PA Aims for Full Membership in UNESCO
The Palestinian Authority is losing no time is pushing its agenda of gaining diplomatic ground as a full member in as many United Nations committees and agencies as possible, in the context of gaining statehood via the international body, rather than negotiations with Israel.
Three diplomats speaking on condition of anonymity told the Associated Press Wednesday that the PA plans to request full member status on Wednesday at the executive board meeting of the United Nations Education Science and Culture Organization (UNESCO) in Paris.
The PA submitted its application to the U.N. Security Council last month, demanding full membership and recognition as a sovereign nation with its boundaries along the 1949 Armistice Lines, and claiming much of Israel's capital city, Jerusalem, as its own capital.
Currently the PA holds observer status in the U.N. and in UNESCO, but may have a good chance of winning full membership, since the process for doing so is easier than it is in the full U.N.
However, this is not the first time the PA has attempted to gain full membership in UNESCO, and in the past, the attempt has failed. Israeli Ambassador to UNESCO, Nimrod Barkan, told the Associated Press that he is trying to persuade other members “not to politicize” the agency and to “leave this subject to New York.”
Barkan commented that “The tragedy is that this hampers UNESCO from doing its real job. A relatively small minority is hijacking the organization for other purposes.”
U.S. House Foreign Affairs Committee Chairwoman Ileana Ros-Lehtinen called on lawmakers to cut off U.S. funds to UNESCO if the PA effort succeeds this time.
The PA won partnership status this week in the European Union's leading human rights body, the Council of Europe, and also is seeking membership in the World Trade Organization.
PA representatives are hoping in this way to pile up memberships in U.N. agencies as a means of forcing the membership issue in the general worldwide body.
The United States, a permanent member of the U.N. Security Council, has already stated bluntly that it will exercise its veto to block the PA from gaining full membership in the U.N. if necessary. But it is not at all clear whether the entity has enough votes to pass such a resolution in any case. Nine votes are needed in the Council to approve the measure.

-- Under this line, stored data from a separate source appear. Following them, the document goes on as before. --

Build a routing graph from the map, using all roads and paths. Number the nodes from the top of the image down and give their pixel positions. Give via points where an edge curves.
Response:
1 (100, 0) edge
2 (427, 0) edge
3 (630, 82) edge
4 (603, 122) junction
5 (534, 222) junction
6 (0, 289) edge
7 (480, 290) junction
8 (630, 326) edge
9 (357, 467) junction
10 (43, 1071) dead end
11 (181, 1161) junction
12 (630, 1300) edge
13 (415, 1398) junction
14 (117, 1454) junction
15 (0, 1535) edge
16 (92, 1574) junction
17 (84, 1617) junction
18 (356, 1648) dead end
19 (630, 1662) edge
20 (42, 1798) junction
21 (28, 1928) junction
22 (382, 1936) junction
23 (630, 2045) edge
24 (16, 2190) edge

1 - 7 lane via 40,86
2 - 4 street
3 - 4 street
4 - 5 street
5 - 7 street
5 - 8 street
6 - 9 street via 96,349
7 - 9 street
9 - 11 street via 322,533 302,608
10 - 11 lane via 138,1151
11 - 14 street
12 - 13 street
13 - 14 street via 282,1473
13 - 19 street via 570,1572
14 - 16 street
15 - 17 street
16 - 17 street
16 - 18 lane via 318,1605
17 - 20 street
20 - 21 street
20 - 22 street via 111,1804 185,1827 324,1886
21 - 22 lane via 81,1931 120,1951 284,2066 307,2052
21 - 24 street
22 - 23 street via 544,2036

The Congress of the United States, which warned the PA not to go ahead with its unilateral statehood bid, meanwhile has made good on its threat to cut off funding in response, leaving a number of aid programs scrambling for support and causing concern among government officials from the White House to Ramallah. Promises of aid from Arab nations pledged at donor conferences that never materialized left the PA largely dependent on funding from Western nations -- most prominent among them the United States.